Author: Dan Ben-Amos
Publisher: Jewish Publication Society
Published: 2006
Total Pages: 667
ISBN-13: 0827608306
DOWNLOAD EBOOKFolktales from Eastern Europe presents 71 tales from Ashkenasic culture in the most important collection of Jewish folktales ever published. It is the second volume in Folktales of the Jews, the five-volume series to be released over the next several years, in the tradition of Louis Ginzberg's classic, Legends of the Jews. The tales here and the others in this series have been selected from the Israel Folktale Archives at The University of Haifa, Israel (IFA), a treasure house of Jewish lore that has remained largely unavailable to the entire world until now. Since the creation of the State of Israel, the IFA has collected more than 20,000 tales from newly arrived immigrants, long-lost stories shared by their families from around the world. The tales come from the major ethno-linguistic communities of the Jewish world and are representative of a wide variety of subjects and motifs, especially rich in Jewish content and context. Each of the tales is accompanied by in-depth commentary that explains the tale's cultural, historical, and literary background and its similarity to other tales in the IFA collection, and extensive scholarly notes. There is also an introduction that describes the Ashkenasic culture and its folk narrative tradition, a world map of the areas covered, illustrations, biographies of the collectors and narrators, tale type and motif indexes, a subject index, and a comprehensive bibliography. Until the establishment of the IFA, we had had only limited access to the wide range of Jewish folk narratives. Even in Israel, the gathering place of the most wide-ranging cross-section of world Jewry, these folktales have remained largely unknown.
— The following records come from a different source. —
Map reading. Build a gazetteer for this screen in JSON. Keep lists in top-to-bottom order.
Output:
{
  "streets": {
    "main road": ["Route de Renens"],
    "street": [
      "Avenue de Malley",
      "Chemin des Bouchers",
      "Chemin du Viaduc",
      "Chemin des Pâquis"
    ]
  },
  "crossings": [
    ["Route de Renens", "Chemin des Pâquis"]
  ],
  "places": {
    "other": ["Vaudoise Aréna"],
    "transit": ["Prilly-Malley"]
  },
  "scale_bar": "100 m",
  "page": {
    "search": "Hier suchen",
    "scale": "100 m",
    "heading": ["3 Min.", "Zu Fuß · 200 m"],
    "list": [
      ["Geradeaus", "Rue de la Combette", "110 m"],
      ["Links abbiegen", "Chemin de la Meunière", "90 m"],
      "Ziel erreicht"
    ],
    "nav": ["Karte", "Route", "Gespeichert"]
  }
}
Many of the communities no longer exist as cohesive societies in their representative lands; the Holocaust, migration, and changes in living styles have made the continuation of these tales impossible. This volume and the others to come will be monuments to a rich but vanishing oral tradition
Author: Library of Congress
Publisher:
Published: 2013
Total Pages: 1480
ISBN-13:
DOWNLOAD EBOOKAuthor: Jerome R. Mintz
Publisher:
Published: 1968
Total Pages: 462
ISBN-13: 9780226531021
DOWNLOAD EBOOKAuthor: Library of Congress. Cataloging Policy and Support Office
Publisher:
Published: 2009
Total Pages: 1688
ISBN-13:
DOWNLOAD EBOOKAuthor: Library of Congress. Office for Subject Cataloging Policy
Publisher:
Published: 1990
Total Pages: 1622
ISBN-13:
DOWNLOAD EBOOKAuthor: Library of Congress. Subject Cataloging Division
Publisher:
Published: 1988
Total Pages: 1436
ISBN-13:
DOWNLOAD EBOOKAuthor: Jaimey Fisher
Publisher: Rodopi
Published: 2010
Total Pages: 474
ISBN-13: 9042030011
DOWNLOAD EBOOKThe phrase "spatial turns" signals the growing importance of space as an analytical as well as representational category for culture. The volume addresses such emerging modes of inquiry by bringing together, for the first time, essays that engage with spatial turns, spatiality, and the theoretical implications of both in the context of German culture, history, and theory. Migrating from fields like geography, urban studies, and architecture, the new centrality of space has transformed social-science fields as diverse as sociology, philosophy, and psychology. In cultural studies, productive analyses of space increasingly cut across the studies of literature, film, popular culture, and the visual arts. Spatial Turns brings together essays that apply a spatial analysis to German literature and other media and engages with specifically German theorizations of space by such figures as Siegfried Kracauer and Walter Benjamin. The volume is organized in four sections: "Mapping Spaces" addresses cartography in all forms and in its intersection with culture; "Spaces of the Urban" takes up one of the key sites of spatial studies, the city; "Spaces of Encounter" considers how Germany has become a contact zone for multiple ethnicities; and "Visualized Spaces" concerns the theorization of space in film and new media studies.